Morgan finally came down but didn't eat the oatmeal.
…
Mr. Feeny was teaching in his classroom. "Al washes a car in 6 minutes. Fred washes the same car in 8 minutes. How long will it take Al and Fred to wash the car together?"
"Hey!" Zay shouted, pointing his finger towards the screen. "That's the same question Mr. Matthews asked us on my first day."
"So, you're stealing my lessons, Cory?" Feeny questioned.
Cory threw his hands slightly in the air in a shrugging motion. "Imitation is the sincerest form of flattery?"
Feeny shook his head. "I hope you did my lesson justice, at least."
"Piece of cake," Cory declared.
"Think about it, Mr. Matthews."
"I don't have to think about it, Mr. Feeny. It's simple."
"It is anything but simple, Mr. Matthews."
"But I've got the answer."
"I'm not interested in the answer."
"Why not?"
"Because l'm more interested in how you arrive at the answer, and you couldn't possibly have arrived at the correct answer so rapidly."
"But I did. l've arrived. I'm here. I'm ahead of you."
"Oh, well, then if you're ahead of me, what is the answer?" Mr. Feeny and Cory answer "seven" at the same time. "That's not the correct answer."
"But it has to be. Al speeds Fred up, Fred slows Al down. So the answer is halfway between six and eight: seven."
Maya corrected Cory, "The total time can't be less than Al's time. Even I know that."

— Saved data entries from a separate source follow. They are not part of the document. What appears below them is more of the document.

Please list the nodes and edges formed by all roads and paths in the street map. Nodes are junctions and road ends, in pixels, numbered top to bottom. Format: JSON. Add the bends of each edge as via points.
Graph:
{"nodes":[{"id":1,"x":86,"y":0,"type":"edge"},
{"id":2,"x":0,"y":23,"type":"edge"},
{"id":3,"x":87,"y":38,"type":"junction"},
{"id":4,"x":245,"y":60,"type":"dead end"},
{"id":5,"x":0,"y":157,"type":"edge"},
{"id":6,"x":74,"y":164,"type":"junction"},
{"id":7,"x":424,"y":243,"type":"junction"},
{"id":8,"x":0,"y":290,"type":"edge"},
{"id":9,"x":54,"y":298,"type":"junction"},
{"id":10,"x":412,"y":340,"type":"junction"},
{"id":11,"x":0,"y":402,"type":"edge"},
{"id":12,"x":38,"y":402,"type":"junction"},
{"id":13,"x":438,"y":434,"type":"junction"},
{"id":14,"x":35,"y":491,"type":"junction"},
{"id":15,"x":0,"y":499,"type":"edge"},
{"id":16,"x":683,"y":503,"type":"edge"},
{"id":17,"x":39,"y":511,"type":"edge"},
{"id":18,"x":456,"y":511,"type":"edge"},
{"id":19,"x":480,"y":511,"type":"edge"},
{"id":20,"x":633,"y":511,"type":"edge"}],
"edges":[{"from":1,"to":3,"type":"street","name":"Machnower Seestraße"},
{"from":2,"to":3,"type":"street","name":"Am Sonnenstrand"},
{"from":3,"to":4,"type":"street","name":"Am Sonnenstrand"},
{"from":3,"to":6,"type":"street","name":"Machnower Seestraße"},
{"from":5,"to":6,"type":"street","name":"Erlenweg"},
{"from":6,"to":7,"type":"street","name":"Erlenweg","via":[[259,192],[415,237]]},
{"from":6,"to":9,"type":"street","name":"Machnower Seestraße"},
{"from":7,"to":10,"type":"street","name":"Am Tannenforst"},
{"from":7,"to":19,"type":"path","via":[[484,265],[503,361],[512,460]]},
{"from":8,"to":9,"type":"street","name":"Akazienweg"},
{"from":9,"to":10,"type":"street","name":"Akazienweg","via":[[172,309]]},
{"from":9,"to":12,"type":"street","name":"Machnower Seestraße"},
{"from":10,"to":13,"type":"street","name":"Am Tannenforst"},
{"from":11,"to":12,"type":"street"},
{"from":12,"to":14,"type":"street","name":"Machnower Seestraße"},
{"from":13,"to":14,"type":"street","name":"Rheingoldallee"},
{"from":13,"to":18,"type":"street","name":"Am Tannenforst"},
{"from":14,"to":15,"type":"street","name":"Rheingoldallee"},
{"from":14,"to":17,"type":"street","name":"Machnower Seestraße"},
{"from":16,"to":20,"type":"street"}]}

"That's not...the correct answer." George and Cory spoke at the same time again.
"But it has to be."
Minkus interjected, "No, it doesn't."
"Why not?"
"Fred can't slow Al down, even if Al washes most of the car. And Fred just washes a hubcap, the total time still has to be faster than Al's time alone. You with me? So, if Fred is 25% slower than Al, then 25% of 6 minutes is...Anybody? It's a minute and a half, which leaves us with...4.5! 4 and 1/2 minutes is the correct answer. Hold your applause, please."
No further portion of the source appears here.